(Stored data entries)
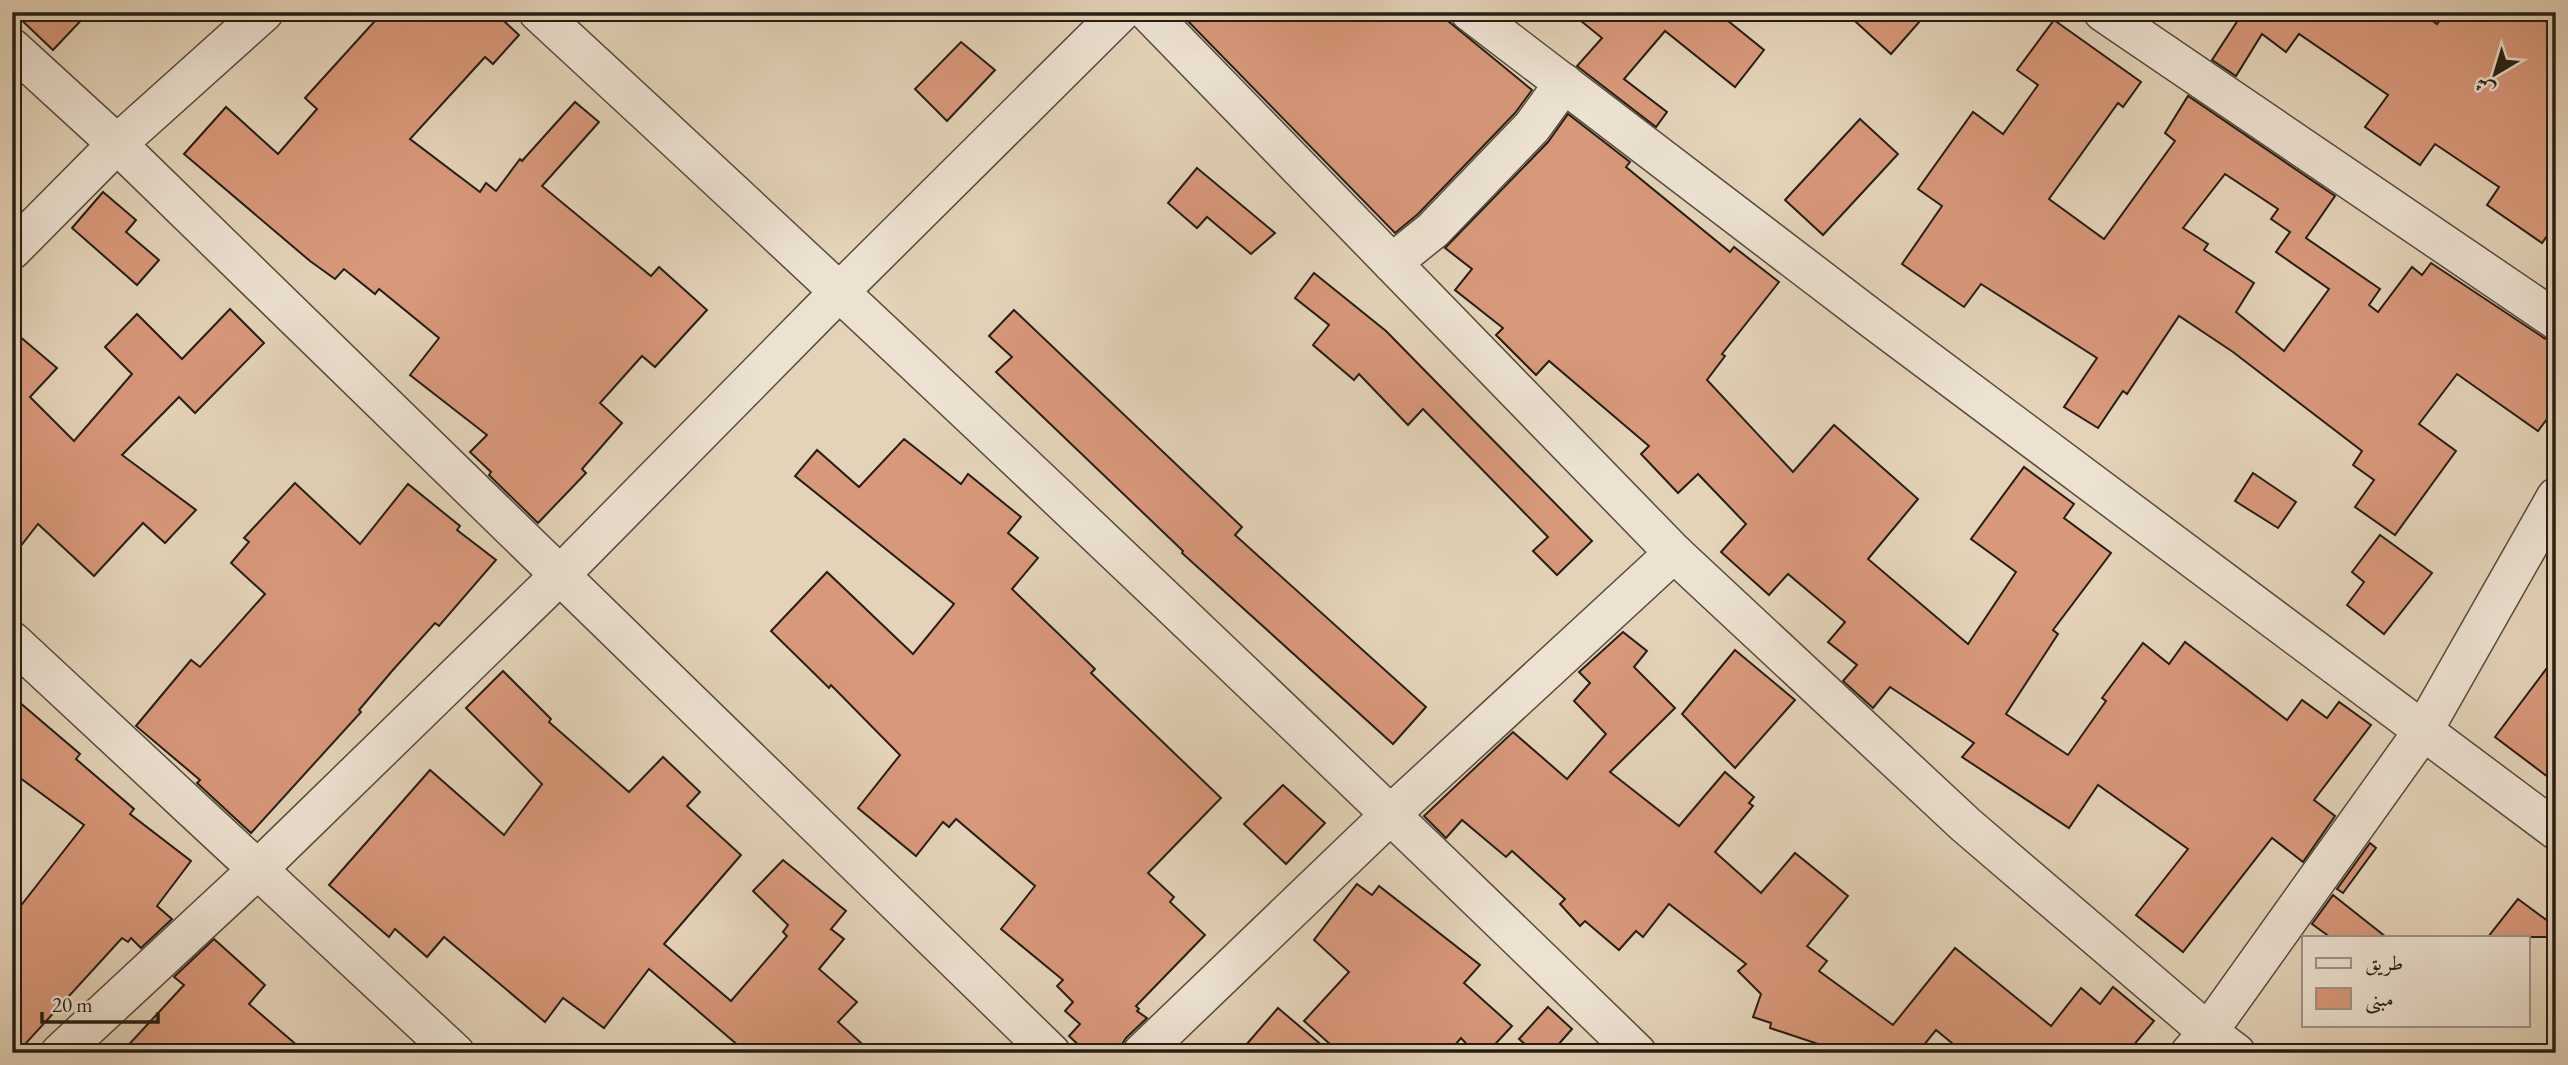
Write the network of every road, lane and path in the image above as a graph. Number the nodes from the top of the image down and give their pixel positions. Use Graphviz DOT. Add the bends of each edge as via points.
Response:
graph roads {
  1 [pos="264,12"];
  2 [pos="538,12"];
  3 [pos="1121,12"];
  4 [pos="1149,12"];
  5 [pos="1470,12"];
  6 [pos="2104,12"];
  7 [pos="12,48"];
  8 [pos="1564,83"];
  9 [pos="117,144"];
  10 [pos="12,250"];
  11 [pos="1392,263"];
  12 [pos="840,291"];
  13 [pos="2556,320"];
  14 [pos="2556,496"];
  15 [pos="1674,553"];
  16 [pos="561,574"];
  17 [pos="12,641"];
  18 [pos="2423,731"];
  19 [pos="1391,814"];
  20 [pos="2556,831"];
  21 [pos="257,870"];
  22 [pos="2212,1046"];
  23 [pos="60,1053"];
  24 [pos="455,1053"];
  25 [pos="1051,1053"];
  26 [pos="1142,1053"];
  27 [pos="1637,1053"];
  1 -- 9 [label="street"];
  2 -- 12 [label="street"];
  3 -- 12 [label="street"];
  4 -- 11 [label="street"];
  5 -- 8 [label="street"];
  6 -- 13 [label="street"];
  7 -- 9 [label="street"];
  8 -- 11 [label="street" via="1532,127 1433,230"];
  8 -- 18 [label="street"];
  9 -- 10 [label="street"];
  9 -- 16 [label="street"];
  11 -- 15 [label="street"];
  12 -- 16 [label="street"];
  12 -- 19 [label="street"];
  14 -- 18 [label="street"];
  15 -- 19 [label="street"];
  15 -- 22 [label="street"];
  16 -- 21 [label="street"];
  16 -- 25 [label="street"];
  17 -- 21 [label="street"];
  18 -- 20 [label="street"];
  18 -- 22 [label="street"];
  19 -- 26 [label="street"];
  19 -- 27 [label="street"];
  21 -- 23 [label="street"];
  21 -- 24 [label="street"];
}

[EXERCISE] Omitting all pictures, reproduce the records above in their entirety.

[TASK SOLUTION]
Write the network of every road, lane and path in the image above as a graph. Number the nodes from the top of the image down and give their pixel positions. Use Graphviz DOT. Add the bends of each edge as via points.
Response:
graph roads {
  1 [pos="264,12"];
  2 [pos="538,12"];
  3 [pos="1121,12"];
  4 [pos="1149,12"];
  5 [pos="1470,12"];
  6 [pos="2104,12"];
  7 [pos="12,48"];
  8 [pos="1564,83"];
  9 [pos="117,144"];
  10 [pos="12,250"];
  11 [pos="1392,263"];
  12 [pos="840,291"];
  13 [pos="2556,320"];
  14 [pos="2556,496"];
  15 [pos="1674,553"];
  16 [pos="561,574"];
  17 [pos="12,641"];
  18 [pos="2423,731"];
  19 [pos="1391,814"];
  20 [pos="2556,831"];
  21 [pos="257,870"];
  22 [pos="2212,1046"];
  23 [pos="60,1053"];
  24 [pos="455,1053"];
  25 [pos="1051,1053"];
  26 [pos="1142,1053"];
  27 [pos="1637,1053"];
  1 -- 9 [label="street"];
  2 -- 12 [label="street"];
  3 -- 12 [label="street"];
  4 -- 11 [label="street"];
  5 -- 8 [label="street"];
  6 -- 13 [label="street"];
  7 -- 9 [label="street"];
  8 -- 11 [label="street" via="1532,127 1433,230"];
  8 -- 18 [label="street"];
  9 -- 10 [label="street"];
  9 -- 16 [label="street"];
  11 -- 15 [label="street"];
  12 -- 16 [label="street"];
  12 -- 19 [label="street"];
  14 -- 18 [label="street"];
  15 -- 19 [label="street"];
  15 -- 22 [label="street"];
  16 -- 21 [label="street"];
  16 -- 25 [label="street"];
  17 -- 21 [label="street"];
  18 -- 20 [label="street"];
  18 -- 22 [label="street"];
  19 -- 26 [label="street"];
  19 -- 27 [label="street"];
  21 -- 23 [label="street"];
  21 -- 24 [label="street"];
}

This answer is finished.